» **Exercise**:
Keep to one stretch of the data below, the lines from the one with "cairo_new_sub_path(ctx);" up to and including the one with "cairo_t *ctx = cairo_create(surface);", and return that stretch exactly.

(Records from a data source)
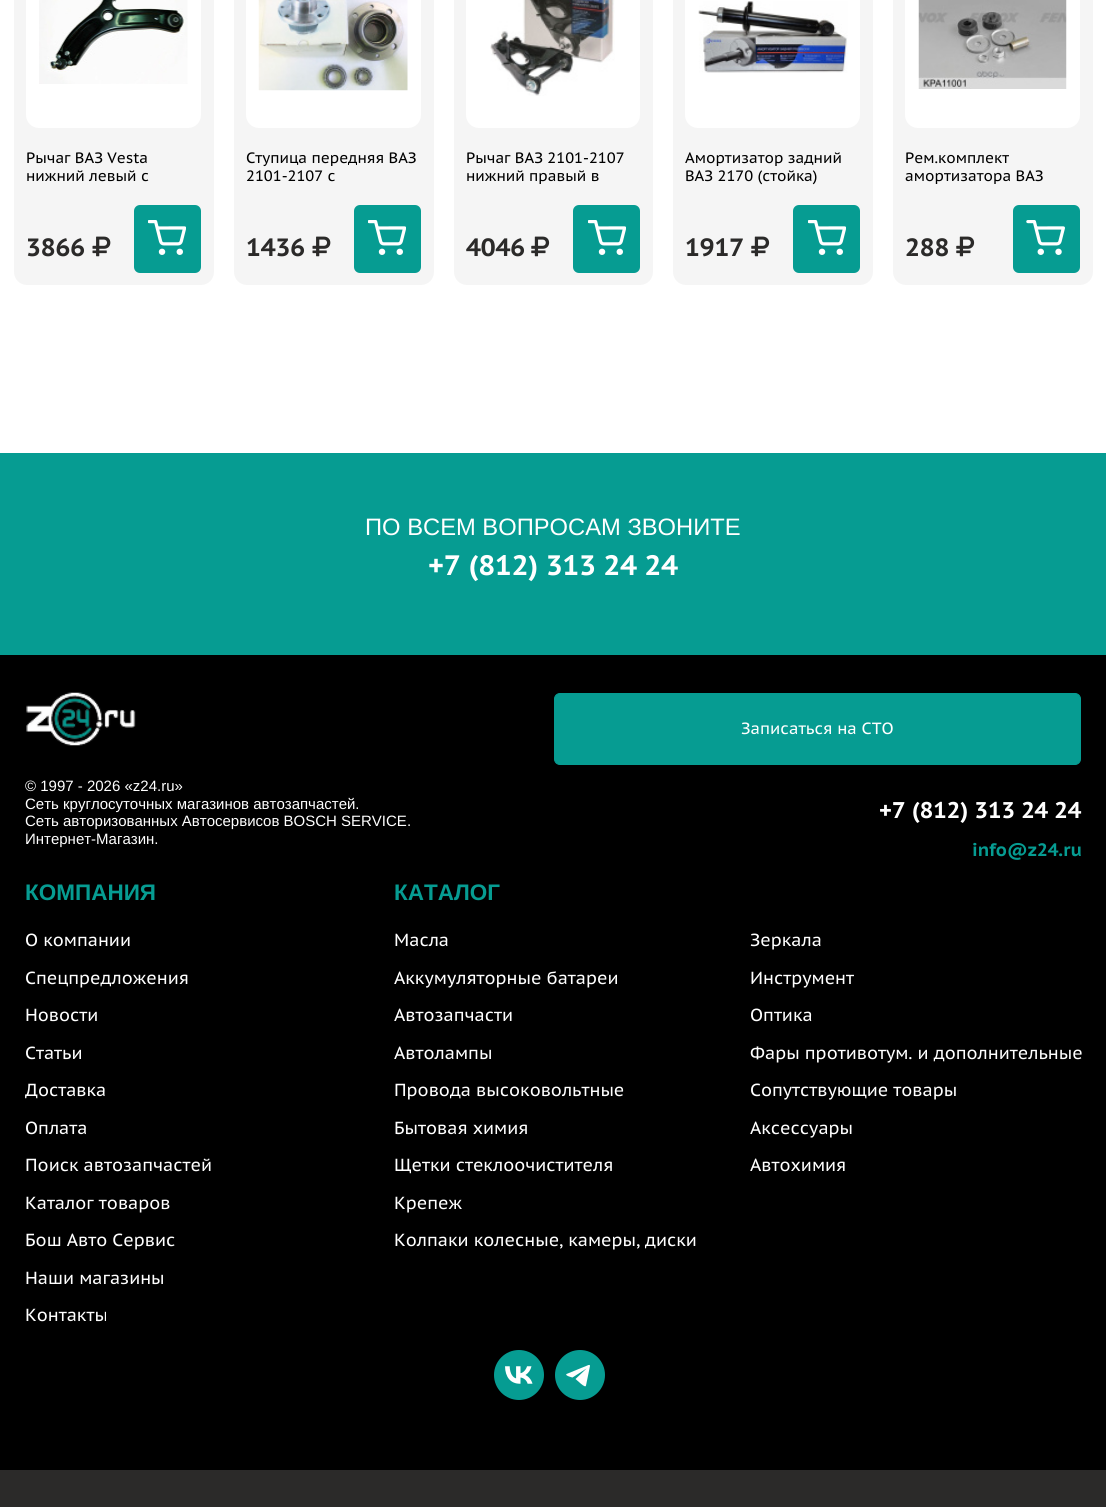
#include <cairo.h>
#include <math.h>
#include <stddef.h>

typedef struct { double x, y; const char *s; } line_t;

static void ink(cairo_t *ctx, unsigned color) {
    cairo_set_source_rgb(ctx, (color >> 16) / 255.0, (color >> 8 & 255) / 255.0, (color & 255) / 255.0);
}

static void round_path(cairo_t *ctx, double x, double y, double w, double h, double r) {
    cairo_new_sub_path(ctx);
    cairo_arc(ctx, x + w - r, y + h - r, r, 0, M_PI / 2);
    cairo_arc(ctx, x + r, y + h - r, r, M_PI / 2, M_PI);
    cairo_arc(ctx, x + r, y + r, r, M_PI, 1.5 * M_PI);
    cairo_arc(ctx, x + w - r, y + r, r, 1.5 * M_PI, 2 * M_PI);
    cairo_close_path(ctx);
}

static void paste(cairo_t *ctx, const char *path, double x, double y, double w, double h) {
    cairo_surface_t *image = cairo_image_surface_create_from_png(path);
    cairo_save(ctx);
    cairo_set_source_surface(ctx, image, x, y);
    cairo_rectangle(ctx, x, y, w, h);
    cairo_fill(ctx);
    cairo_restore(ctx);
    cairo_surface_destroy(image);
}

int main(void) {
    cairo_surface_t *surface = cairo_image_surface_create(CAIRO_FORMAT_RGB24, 1106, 1507);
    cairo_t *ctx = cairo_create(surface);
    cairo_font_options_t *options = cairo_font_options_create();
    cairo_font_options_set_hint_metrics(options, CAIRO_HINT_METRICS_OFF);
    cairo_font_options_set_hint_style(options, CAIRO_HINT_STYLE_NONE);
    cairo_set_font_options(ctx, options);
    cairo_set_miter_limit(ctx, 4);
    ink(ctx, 0xFFFFFF);
    cairo_paint(ctx);
    ink(ctx, 0xF5F5F5);
    round_path(ctx, 14, -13, 200, 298, 13);
    cairo_fill(ctx);
    ink(ctx, 0xFFFFFF);
    round_path(ctx, 26, -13, 175, 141, 13);
    cairo_fill(ctx);
    paste(ctx, "media/1.png", 39, 0, 149, 84);
    cairo_select_font_face(ctx, "PT Sans Caption", CAIRO_FONT_SLANT_NORMAL, CAIRO_FONT_WEIGHT_NORMAL);
    cairo_set_font_size(ctx, 15);
    ink(ctx, 0x000000);
    cairo_move_to(ctx, 26, 163);
    cairo_show_text(ctx, "Рычаг ВАЗ Vesta");
    cairo_move_to(ctx, 26, 181);
    cairo_show_text(ctx, "нижний левый с");
    cairo_select_font_face(ctx, "PT Sans Caption", CAIRO_FONT_SLANT_NORMAL, CAIRO_FONT_WEIGHT_BOLD);
    cairo_set_font_size(ctx, 25);
    ink(ctx, 0x2B2A29);
    cairo_move_to(ctx, 26, 256);
    cairo_show_text(ctx, "3866");
    paste(ctx, "media/2.png", 92, 236, 19, 21);
    ink(ctx, 0x069C92);
    round_path(ctx, 134, 205, 67, 68, 6);
    cairo_fill(ctx);
    paste(ctx, "media/3.png", 148, 220, 38, 35);
    ink(ctx, 0xF5F5F5);
    round_path(ctx, 234, -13, 200, 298, 13);
    cairo_fill(ctx);
    ink(ctx, 0xFFFFFF);
    round_path(ctx, 246, -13, 175, 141, 13);
    cairo_fill(ctx);
    paste(ctx, "media/4.png", 258, 0, 150, 91);
    cairo_select_font_face(ctx, "PT Sans Caption", CAIRO_FONT_SLANT_NORMAL, CAIRO_FONT_WEIGHT_NORMAL);
    cairo_set_font_size(ctx, 15);
    ink(ctx, 0x000000);
    cairo_move_to(ctx, 246, 163);
    cairo_show_text(ctx, "Ступица передняя ВАЗ");
    cairo_move_to(ctx, 246, 181);
    cairo_show_text(ctx, "2101-2107 с");
    cairo_select_font_face(ctx, "PT Sans Caption", CAIRO_FONT_SLANT_NORMAL, CAIRO_FONT_WEIGHT_BOLD);
    cairo_set_font_size(ctx, 25);
    ink(ctx, 0x2B2A29);
    cairo_move_to(ctx, 246, 256);
    cairo_show_text(ctx, "1436");
    paste(ctx, "media/2.png", 312, 236, 19, 21);
    ink(ctx, 0x069C92);
    round_path(ctx, 354, 205, 67, 68, 6);
    cairo_fill(ctx);
    paste(ctx, "media/3.png", 368, 220, 38, 35);
    ink(ctx, 0xF5F5F5);
    round_path(ctx, 454, -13, 199, 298, 13);
    cairo_fill(ctx);
    ink(ctx, 0xFFFFFF);
    round_path(ctx, 466, -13, 174, 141, 13);
    cairo_fill(ctx);
    paste(ctx, "media/5.png", 490, 0, 125, 96);
    cairo_select_font_face(ctx, "PT Sans Caption", CAIRO_FONT_SLANT_NORMAL, CAIRO_FONT_WEIGHT_NORMAL);
    cairo_set_font_size(ctx, 15);
    ink(ctx, 0x000000);
    cairo_move_to(ctx, 466, 163);
    cairo_show_text(ctx, "Рычаг ВАЗ 2101-2107");
    cairo_move_to(ctx, 466, 181);
    cairo_show_text(ctx, "нижний правый в");
    cairo_select_font_face(ctx, "PT Sans Caption", CAIRO_FONT_SLANT_NORMAL, CAIRO_FONT_WEIGHT_BOLD);
    cairo_set_font_size(ctx, 25);
    ink(ctx, 0x2B2A29);
    cairo_move_to(ctx, 466, 256);
    cairo_show_text(ctx, "4046");
    paste(ctx, "media/6.png", 531, 236, 19, 21);
    ink(ctx, 0x069C92);
    round_path(ctx, 573, 205, 67, 68, 6);
    cairo_fill(ctx);
    paste(ctx, "media/3.png", 588, 220, 38, 35);
    ink(ctx, 0xF5F5F5);
    round_path(ctx, 673, -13, 200, 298, 13);
    cairo_fill(ctx);
    ink(ctx, 0xFFFFFF);
    round_path(ctx, 685, -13, 175, 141, 13);
    cairo_fill(ctx);
    paste(ctx, "media/7.png", 698, 1, 150, 72);
    cairo_select_font_face(ctx, "PT Sans Caption", CAIRO_FONT_SLANT_NORMAL, CAIRO_FONT_WEIGHT_NORMAL);
    cairo_set_font_size(ctx, 15);
    ink(ctx, 0x000000);
    cairo_move_to(ctx, 685, 163);
    cairo_show_text(ctx, "Амортизатор задний");
    cairo_move_to(ctx, 685, 181);
    cairo_show_text(ctx, "ВАЗ 2170 (стойка)");
    cairo_select_font_face(ctx, "PT Sans Caption", CAIRO_FONT_SLANT_NORMAL, CAIRO_FONT_WEIGHT_BOLD);
    cairo_set_font_size(ctx, 25);
    ink(ctx, 0x2B2A29);
    cairo_move_to(ctx, 685, 256);
    cairo_show_text(ctx, "1917");
    paste(ctx, "media/6.png", 751, 236, 19, 21);
    ink(ctx, 0x069C92);
    round_path(ctx, 793, 205, 67, 68, 6);
    cairo_fill(ctx);
    paste(ctx, "media/3.png", 808, 220, 38, 35);
    ink(ctx, 0xF5F5F5);
    round_path(ctx, 893, -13, 200, 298, 13);
    cairo_fill(ctx);
    ink(ctx, 0xFFFFFF);
    round_path(ctx, 905, -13, 175, 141, 13);
    cairo_fill(ctx);
    paste(ctx, "media/8.png", 918, 0, 149, 89);
    cairo_select_font_face(ctx, "PT Sans Caption", CAIRO_FONT_SLANT_NORMAL, CAIRO_FONT_WEIGHT_NORMAL);
    cairo_set_font_size(ctx, 15);
    ink(ctx, 0x000000);
    cairo_move_to(ctx, 905, 163);
    cairo_show_text(ctx, "Рем.комплект");
    cairo_move_to(ctx, 905, 181);
    cairo_show_text(ctx, "амортизатора ВАЗ");
    cairo_select_font_face(ctx, "PT Sans Caption", CAIRO_FONT_SLANT_NORMAL, CAIRO_FONT_WEIGHT_BOLD);
    cairo_set_font_size(ctx, 25);
    ink(ctx, 0x2B2A29);
    cairo_move_to(ctx, 905, 256);
    cairo_show_text(ctx, "288");
    paste(ctx, "media/6.png", 956, 236, 19, 21);
    ink(ctx, 0x069C92);
    round_path(ctx, 1013, 205, 67, 68, 6);
    cairo_fill(ctx);
    paste(ctx, "media/9.png", 1026, 220, 39, 35);
    cairo_rectangle(ctx, 0, 453, 1106, 202);
    cairo_fill(ctx);
    cairo_select_font_face(ctx, "Liberation Sans", CAIRO_FONT_SLANT_NORMAL, CAIRO_FONT_WEIGHT_NORMAL);
    cairo_set_font_size(ctx, 23.75);
    ink(ctx, 0xFFFFFF);
    cairo_move_to(ctx, 365, 535);
    cairo_show_text(ctx, "ПО ВСЕМ ВОПРОСАМ ЗВОНИТЕ");
    cairo_select_font_face(ctx, "PT Sans Caption", CAIRO_FONT_SLANT_NORMAL, CAIRO_FONT_WEIGHT_BOLD);
    cairo_set_font_size(ctx, 28.1);
    cairo_move_to(ctx, 428, 575);
    cairo_show_text(ctx, "+7 (812) 313 24 24");
    ink(ctx, 0x000000);
    cairo_rectangle(ctx, 0, 655, 1106, 815);
    cairo_fill(ctx);
    paste(ctx, "media/10.png", 26, 692, 110, 54);
    cairo_select_font_face(ctx, "Liberation Sans", CAIRO_FONT_SLANT_NORMAL, CAIRO_FONT_WEIGHT_NORMAL);
    cairo_set_font_size(ctx, 15);
    ink(ctx, 0xFFFFFF);
    {
        static const line_t items[] = {
            {25, 791, "© 1997 - 2026 «z24.ru»"},
            {25, 809, "Cеть круглосуточных магазинов автозапчастей."},
            {25, 826, "Сеть авторизованных Автосервисов BOSCH SERVICE."},
            {25, 844, "Интернет-Магазин."},
        };
        for (size_t i = 0; i < sizeof items / sizeof *items; i++) {
            cairo_move_to(ctx, items[i].x, items[i].y);
            cairo_show_text(ctx, items[i].s);
        }
    }
    ink(ctx, 0x069C92);
    round_path(ctx, 554.5, 693.5, 526, 71, 5.5);
    cairo_fill_preserve(ctx);
    cairo_set_line_width(ctx, 1);
    cairo_stroke(ctx);
    cairo_select_font_face(ctx, "PT Sans Caption", CAIRO_FONT_SLANT_NORMAL, CAIRO_FONT_WEIGHT_NORMAL);
    cairo_set_font_size(ctx, 16.25);
    ink(ctx, 0xFFFFFF);
    cairo_move_to(ctx, 741, 734);
    cairo_show_text(ctx, "Записаться на СТО");
    cairo_select_font_face(ctx, "PT Sans Caption", CAIRO_FONT_SLANT_NORMAL, CAIRO_FONT_WEIGHT_BOLD);
    cairo_set_font_size(ctx, 22.75);
    cairo_move_to(ctx, 879, 818);
    cairo_show_text(ctx, "+7 (812) 313 24 24");
    cairo_set_font_size(ctx, 18);
    ink(ctx, 0x069C92);
    cairo_move_to(ctx, 972, 856);
    cairo_show_text(ctx, "info@z24.ru");
    cairo_select_font_face(ctx, "Liberation Sans", CAIRO_FONT_SLANT_NORMAL, CAIRO_FONT_WEIGHT_BOLD);
    cairo_set_font_size(ctx, 22.5);
    cairo_move_to(ctx, 25, 900);
    cairo_show_text(ctx, "КОМПАНИЯ");
    cairo_select_font_face(ctx, "PT Sans Caption", CAIRO_FONT_SLANT_NORMAL, CAIRO_FONT_WEIGHT_NORMAL);
    cairo_set_font_size(ctx, 17.5);
    ink(ctx, 0xFFFFFF);
    {
        static const line_t items[] = {
            {25, 946, "О компании"},
            {25, 984, "Спецпредложения"},
            {25, 1021, "Новости"},
            {25, 1059, "Статьи"},
            {25, 1096, "Доставка"},
            {25, 1134, "Оплата"},
            {25, 1171, "Поиск автозапчастей"},
            {25, 1209, "Каталог товаров"},
            {25, 1246, "Бош Авто Сервис"},
            {25, 1284, "Наши магазины"},
            {25, 1321, "Контакты"},
        };
        for (size_t i = 0; i < sizeof items / sizeof *items; i++) {
            cairo_move_to(ctx, items[i].x, items[i].y);
            cairo_show_text(ctx, items[i].s);
        }
    }
    cairo_select_font_face(ctx, "Liberation Sans", CAIRO_FONT_SLANT_NORMAL, CAIRO_FONT_WEIGHT_BOLD);
    cairo_set_font_size(ctx, 22.5);
    ink(ctx, 0x069C92);
    cairo_move_to(ctx, 394, 900);
    cairo_show_text(ctx, "КАТАЛОГ");
    cairo_select_font_face(ctx, "PT Sans Caption", CAIRO_FONT_SLANT_NORMAL, CAIRO_FONT_WEIGHT_NORMAL);
    cairo_set_font_size(ctx, 17.5);
    ink(ctx, 0xFFFFFF);
    {
        static const line_t items[] = {
            {394, 946, "Масла"},
            {394, 984, "Аккумуляторные батареи"},
            {394, 1021, "Автозапчасти"},
            {394, 1059, "Автолампы"},
            {394, 1096, "Провода высоковольтные"},
            {394, 1134, "Бытовая химия"},
            {394, 1171, "Щетки стеклоочистителя"},
            {394, 1209, "Крепеж"},
            {394, 1246, "Колпаки колесные, камеры, диски"},
            {750, 946, "Зеркала"},
            {750, 984, "Инструмент"},
            {750, 1021, "Оптика"},
            {750, 1059, "Фары противотум. и дополнительные"},
            {750, 1096, "Сопутствующие товары"},
            {750, 1134, "Аксессуары"},
            {750, 1171, "Автохимия"},
        };
        for (size_t i = 0; i < sizeof items / sizeof *items; i++) {
            cairo_move_to(ctx, items[i].x, items[i].y);
            cairo_show_text(ctx, items[i].s);
        }
    }
    paste(ctx, "media/11.png", 494, 1350, 50, 50);
    ink(ctx, 0x069C92);
    cairo_arc(ctx, 580, 1375, 25, 0, 2 * M_PI);
    cairo_fill(ctx);
    ink(ctx, 0xFEFEFE);
    cairo_new_path(ctx);
    cairo_move_to(ctx, 590, 1366);
    cairo_line_to(ctx, 586, 1385.5);
    cairo_curve_to(ctx, 585.5, 1389, 577, 1380, 575.5, 1379);
    cairo_line_to(ctx, 585.5, 1369.5);
    cairo_line_to(ctx, 586.5, 1368.5);
    cairo_line_to(ctx, 572.5, 1377.5);
    cairo_curve_to(ctx, 572, 1377.5, 564.5, 1375.5, 566.5, 1374);
    cairo_line_to(ctx, 588.5, 1365);
    cairo_curve_to(ctx, 589, 1365, 590, 1364.5, 590, 1366);
    cairo_close_path(ctx);
    cairo_fill(ctx);
    ink(ctx, 0x2B2A29);
    cairo_rectangle(ctx, 0, 1470, 1106, 37);
    cairo_fill(ctx);
    cairo_surface_write_to_png(surface, "image.png");
    cairo_font_options_destroy(options);
    cairo_destroy(ctx);
    cairo_surface_destroy(surface);
    return 0;
}
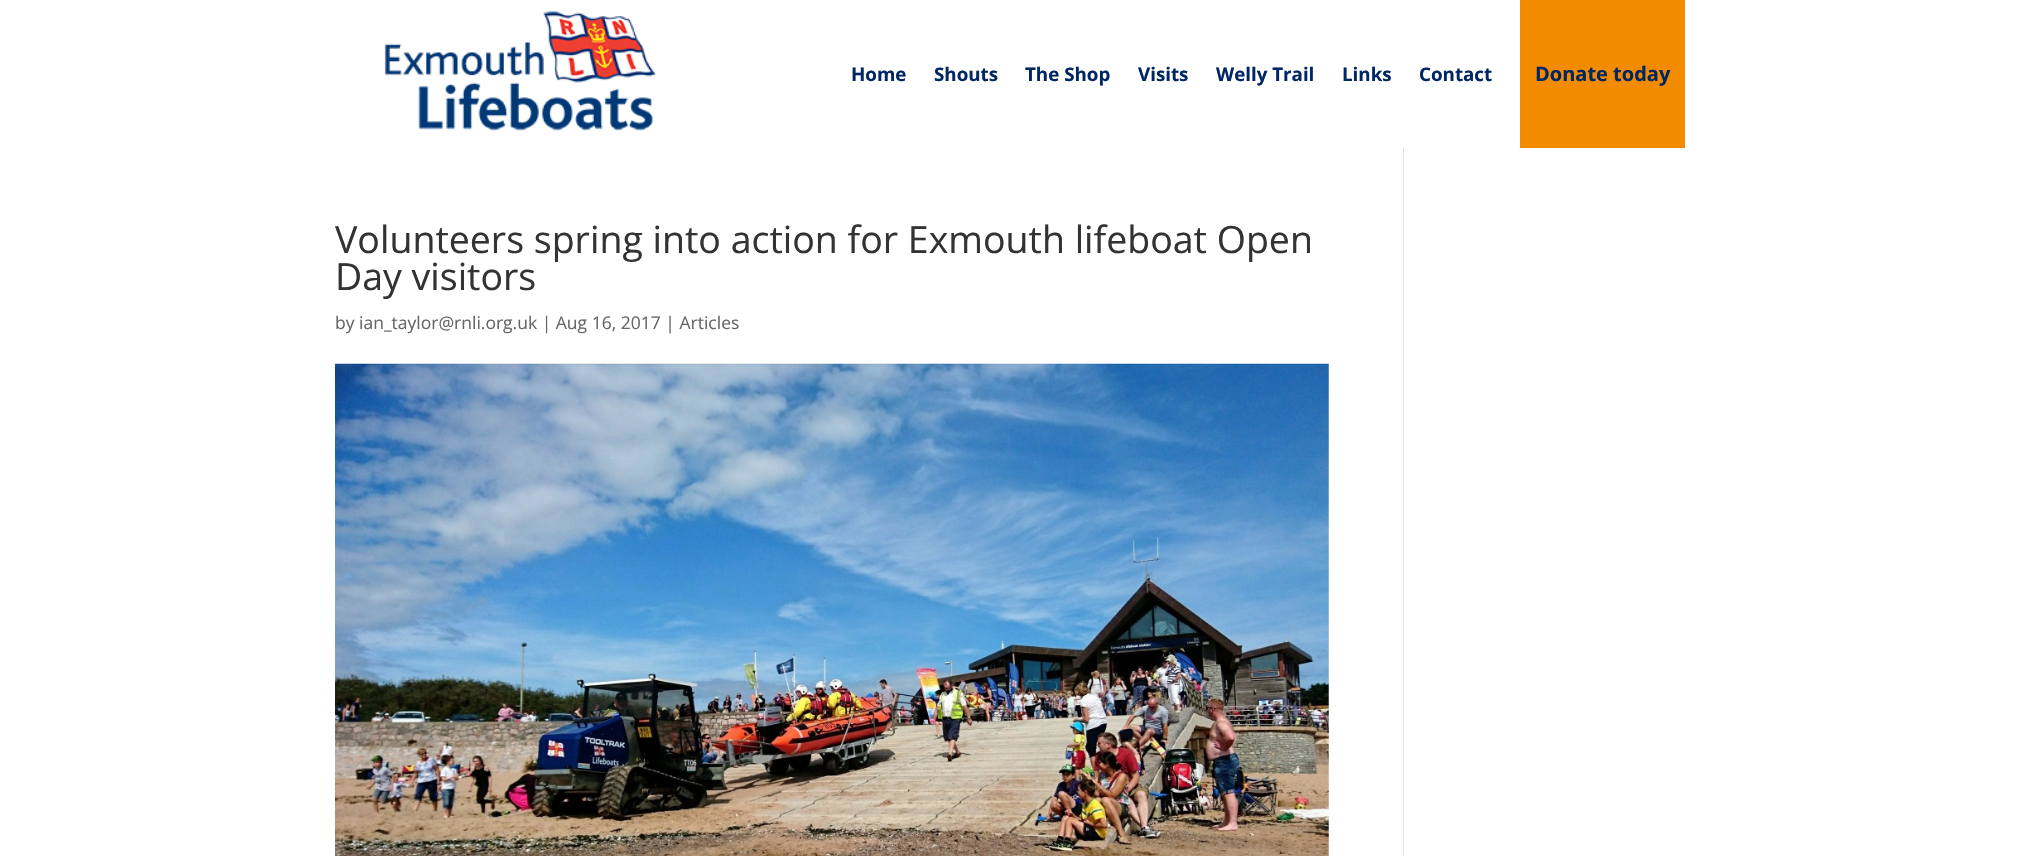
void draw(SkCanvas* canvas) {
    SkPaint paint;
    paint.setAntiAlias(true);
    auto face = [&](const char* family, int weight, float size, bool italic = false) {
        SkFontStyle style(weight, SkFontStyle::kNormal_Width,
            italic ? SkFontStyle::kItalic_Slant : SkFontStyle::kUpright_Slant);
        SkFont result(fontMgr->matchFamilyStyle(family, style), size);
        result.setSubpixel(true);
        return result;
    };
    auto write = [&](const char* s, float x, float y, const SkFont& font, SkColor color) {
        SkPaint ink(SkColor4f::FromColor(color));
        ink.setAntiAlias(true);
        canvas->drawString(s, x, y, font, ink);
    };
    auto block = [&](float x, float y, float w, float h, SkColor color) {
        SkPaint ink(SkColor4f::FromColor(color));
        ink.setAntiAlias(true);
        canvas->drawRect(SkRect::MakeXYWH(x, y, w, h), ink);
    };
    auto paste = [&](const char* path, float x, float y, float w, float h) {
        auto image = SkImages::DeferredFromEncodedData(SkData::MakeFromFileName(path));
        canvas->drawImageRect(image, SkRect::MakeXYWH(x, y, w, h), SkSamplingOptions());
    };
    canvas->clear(SK_ColorWHITE);
    paste("pic1.png", 384, 11, 272, 120);
    auto kFont1 = face("Open Sans", 700, 18.75f);
    write("Home", 851, 81, kFont1, SkColorSetRGB(0, 38, 99));
    write("Shouts", 934, 81, kFont1, SkColorSetRGB(0, 38, 99));
    write("The Shop", 1025, 81, kFont1, SkColorSetRGB(0, 38, 99));
    write("Visits", 1138, 81, kFont1, SkColorSetRGB(0, 38, 99));
    write("Welly Trail", 1216, 81, kFont1, SkColorSetRGB(0, 38, 99));
    write("Links", 1342, 81, kFont1, SkColorSetRGB(0, 38, 99));
    write("Contact", 1419, 81, kFont1, SkColorSetRGB(0, 38, 99));
    block(1520, 0, 165, 148, SkColorSetRGB(242, 139, 0));
    auto kFont2 = face("Open Sans", 700, 20);
    write("Donate today", 1535, 81, kFont2, SkColorSetRGB(0, 38, 99));
    auto kFont3 = face("Open Sans", 400, 37.5f);
    write("Volunteers spring into action for Exmouth lifeboat Open", 335, 253, kFont3, SkColorSetRGB(51, 51, 51));
    write("Day visitors", 335, 290, kFont3, SkColorSetRGB(51, 51, 51));
    auto kFont4 = face("Open Sans", 400, 17.5f);
    write("by ian_taylor@rnli.org.uk | Aug 16, 2017 | Articles", 335, 329, kFont4, SkColorSetRGB(102, 102, 102));
    paste("pic2.png", 335, 363, 994, 493);
    block(1403, 148, 1, 708, SkColorSetRGB(226, 226, 226));
}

» **Response to this task**:
    cairo_new_sub_path(ctx);
    cairo_arc(ctx, x + w - r, y + h - r, r, 0, M_PI / 2);
    cairo_arc(ctx, x + r, y + h - r, r, M_PI / 2, M_PI);
    cairo_arc(ctx, x + r, y + r, r, M_PI, 1.5 * M_PI);
    cairo_arc(ctx, x + w - r, y + r, r, 1.5 * M_PI, 2 * M_PI);
    cairo_close_path(ctx);
}

static void paste(cairo_t *ctx, const char *path, double x, double y, double w, double h) {
    cairo_surface_t *image = cairo_image_surface_create_from_png(path);
    cairo_save(ctx);
    cairo_set_source_surface(ctx, image, x, y);
    cairo_rectangle(ctx, x, y, w, h);
    cairo_fill(ctx);
    cairo_restore(ctx);
    cairo_surface_destroy(image);
}

int main(void) {
    cairo_surface_t *surface = cairo_image_surface_create(CAIRO_FORMAT_RGB24, 1106, 1507);
    cairo_t *ctx = cairo_create(surface);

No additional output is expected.